*** SOURCE INFORMATION ***
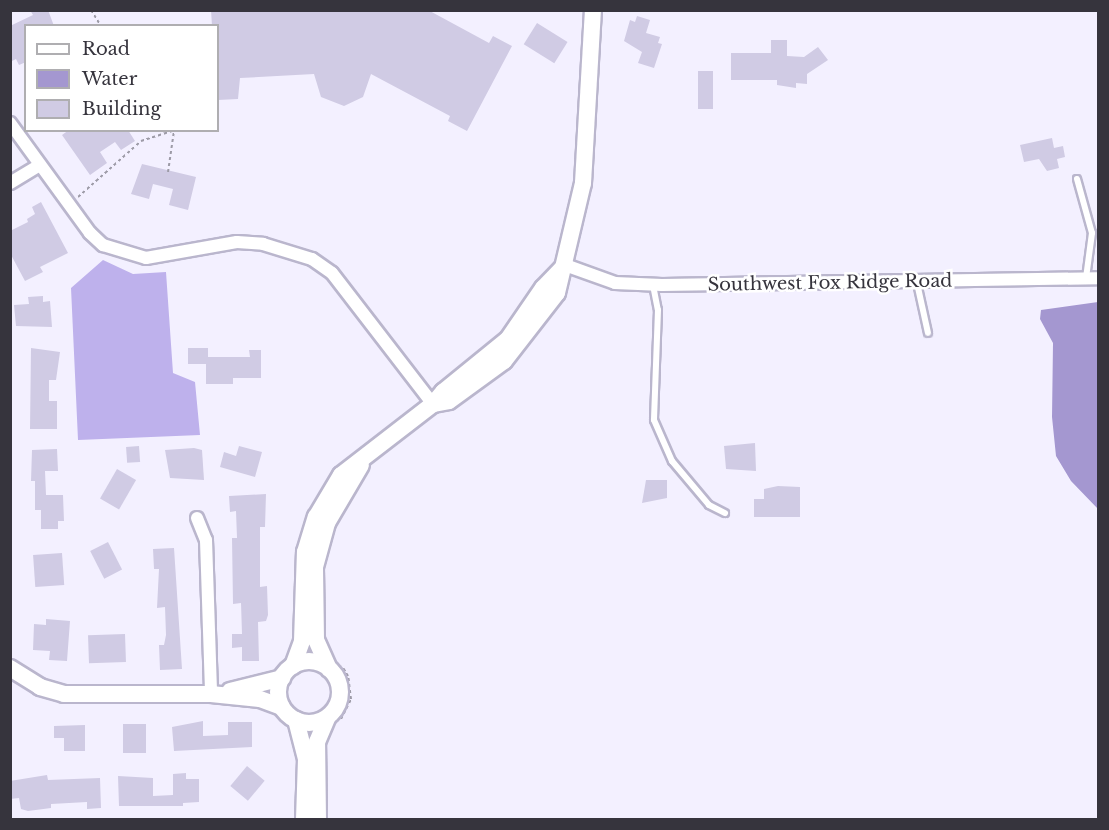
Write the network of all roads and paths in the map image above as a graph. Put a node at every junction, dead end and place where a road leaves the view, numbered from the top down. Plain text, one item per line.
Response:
1 (91, 10) edge
2 (593, 10) edge
3 (100, 24) edge
4 (10, 123) edge
5 (168, 132) edge
6 (174, 132) edge
7 (40, 165) junction
8 (168, 172) dead end
9 (1077, 179) dead end
10 (10, 183) edge
11 (68, 203) junction
12 (1095, 233) edge
13 (565, 265) junction
14 (1092, 278) edge
15 (917, 283) junction
16 (653, 285) junction
17 (928, 333) dead end
18 (433, 404) junction
19 (371, 449) junction
20 (725, 513) dead end
21 (197, 518) dead end
22 (334, 666) junction
23 (10, 668) edge
24 (287, 672) junction
25 (211, 694) junction
26 (282, 707) junction
27 (296, 720) junction
28 (330, 723) junction
29 (304, 819) edge
30 (318, 819) edge

1 - 3 path
2 - 13 main road
4 - 7 street
5 - 11 path
6 - 8 path
7 - 10 street
7 - 11 street
9 - 12 lane
11 - 18 street
12 - 14 lane
13 - 16 street, Southwest Fox Ridge Road
13 - 18 main road
14 - 15 street, Southwest Fox Ridge Road
15 - 16 street, Southwest Fox Ridge Road
15 - 17 lane
16 - 20 lane
18 - 19 main road
19 - 22 main road
19 - 24 main road
21 - 25 street
22 - 24 main road
22 - 28 main road
22 - 28 path
23 - 25 main road
24 - 25 main road
24 - 26 main road
25 - 26 main road
26 - 27 main road
27 - 28 main road
27 - 29 main road
28 - 30 main road

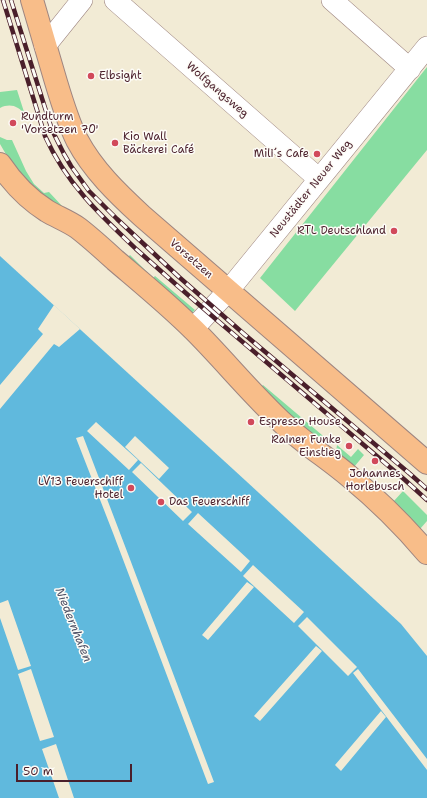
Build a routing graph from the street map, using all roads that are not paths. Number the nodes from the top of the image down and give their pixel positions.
1 (32, 0) edge
2 (82, 0) edge
3 (115, 0) edge
4 (332, 0) edge
5 (45, 46) junction
6 (427, 47) edge
7 (410, 69) junction
8 (0, 164) edge
9 (319, 179) junction
10 (228, 291) junction
11 (193, 329) junction
12 (427, 463) edge
13 (427, 553) edge

1 - 5 main road, Vorsetzen
2 - 5 street
3 - 9 street, Wolfgangsweg
4 - 7 street
5 - 10 main road, Vorsetzen
6 - 7 street, Neustädter Neuer Weg
7 - 9 street, Neustädter Neuer Weg
8 - 11 main road
9 - 10 street, Neustädter Neuer Weg
10 - 11 street, Neustädter Neuer Weg
10 - 12 main road, Vorsetzen
11 - 13 main road

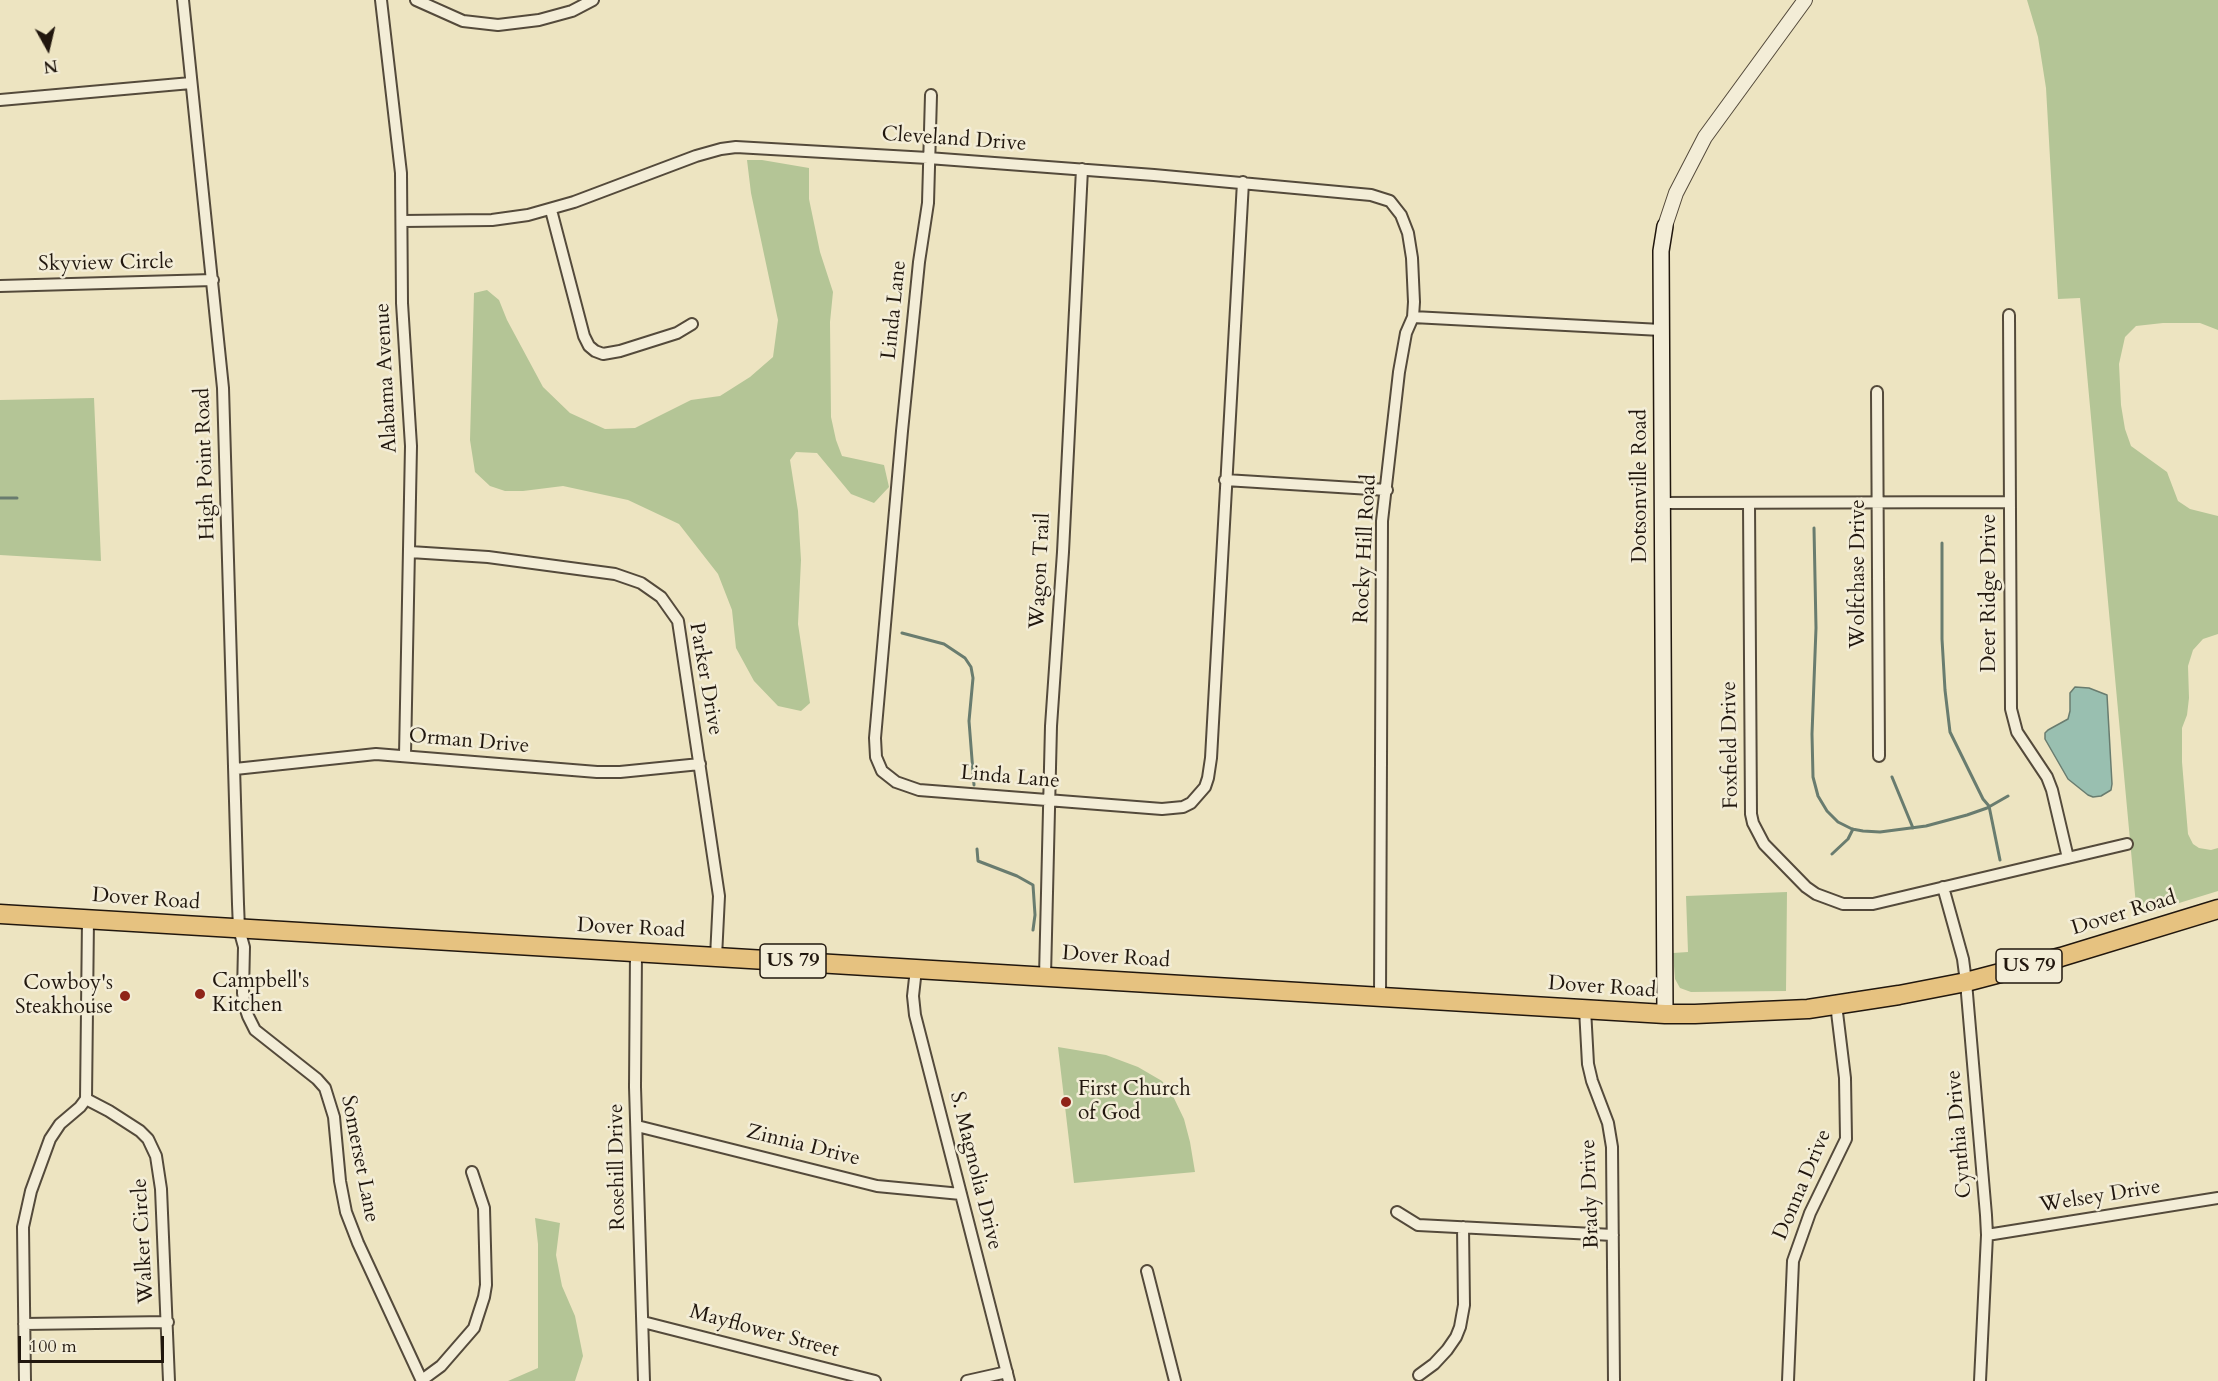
*** End of SOURCE INFORMATION ***
§ **PROBLEM REQUIREMENTS**
Wherever an image appears, omit it; copy the rest of the records exactly.

§ **TASK ANSWER**
Write the network of all roads and paths in the map image above as a graph. Put a node at every junction, dead end and place where a road leaves the view, numbered from the top down. Plain text, one item per line.
Response:
1 (91, 10) edge
2 (593, 10) edge
3 (100, 24) edge
4 (10, 123) edge
5 (168, 132) edge
6 (174, 132) edge
7 (40, 165) junction
8 (168, 172) dead end
9 (1077, 179) dead end
10 (10, 183) edge
11 (68, 203) junction
12 (1095, 233) edge
13 (565, 265) junction
14 (1092, 278) edge
15 (917, 283) junction
16 (653, 285) junction
17 (928, 333) dead end
18 (433, 404) junction
19 (371, 449) junction
20 (725, 513) dead end
21 (197, 518) dead end
22 (334, 666) junction
23 (10, 668) edge
24 (287, 672) junction
25 (211, 694) junction
26 (282, 707) junction
27 (296, 720) junction
28 (330, 723) junction
29 (304, 819) edge
30 (318, 819) edge

1 - 3 path
2 - 13 main road
4 - 7 street
5 - 11 path
6 - 8 path
7 - 10 street
7 - 11 street
9 - 12 lane
11 - 18 street
12 - 14 lane
13 - 16 street, Southwest Fox Ridge Road
13 - 18 main road
14 - 15 street, Southwest Fox Ridge Road
15 - 16 street, Southwest Fox Ridge Road
15 - 17 lane
16 - 20 lane
18 - 19 main road
19 - 22 main road
19 - 24 main road
21 - 25 street
22 - 24 main road
22 - 28 main road
22 - 28 path
23 - 25 main road
24 - 25 main road
24 - 26 main road
25 - 26 main road
26 - 27 main road
27 - 28 main road
27 - 29 main road
28 - 30 main road

Build a routing graph from the street map, using all roads that are not paths. Number the nodes from the top of the image down and give their pixel positions.
1 (32, 0) edge
2 (82, 0) edge
3 (115, 0) edge
4 (332, 0) edge
5 (45, 46) junction
6 (427, 47) edge
7 (410, 69) junction
8 (0, 164) edge
9 (319, 179) junction
10 (228, 291) junction
11 (193, 329) junction
12 (427, 463) edge
13 (427, 553) edge

1 - 5 main road, Vorsetzen
2 - 5 street
3 - 9 street, Wolfgangsweg
4 - 7 street
5 - 10 main road, Vorsetzen
6 - 7 street, Neustädter Neuer Weg
7 - 9 street, Neustädter Neuer Weg
8 - 11 main road
9 - 10 street, Neustädter Neuer Weg
10 - 11 street, Neustädter Neuer Weg
10 - 12 main road, Vorsetzen
11 - 13 main road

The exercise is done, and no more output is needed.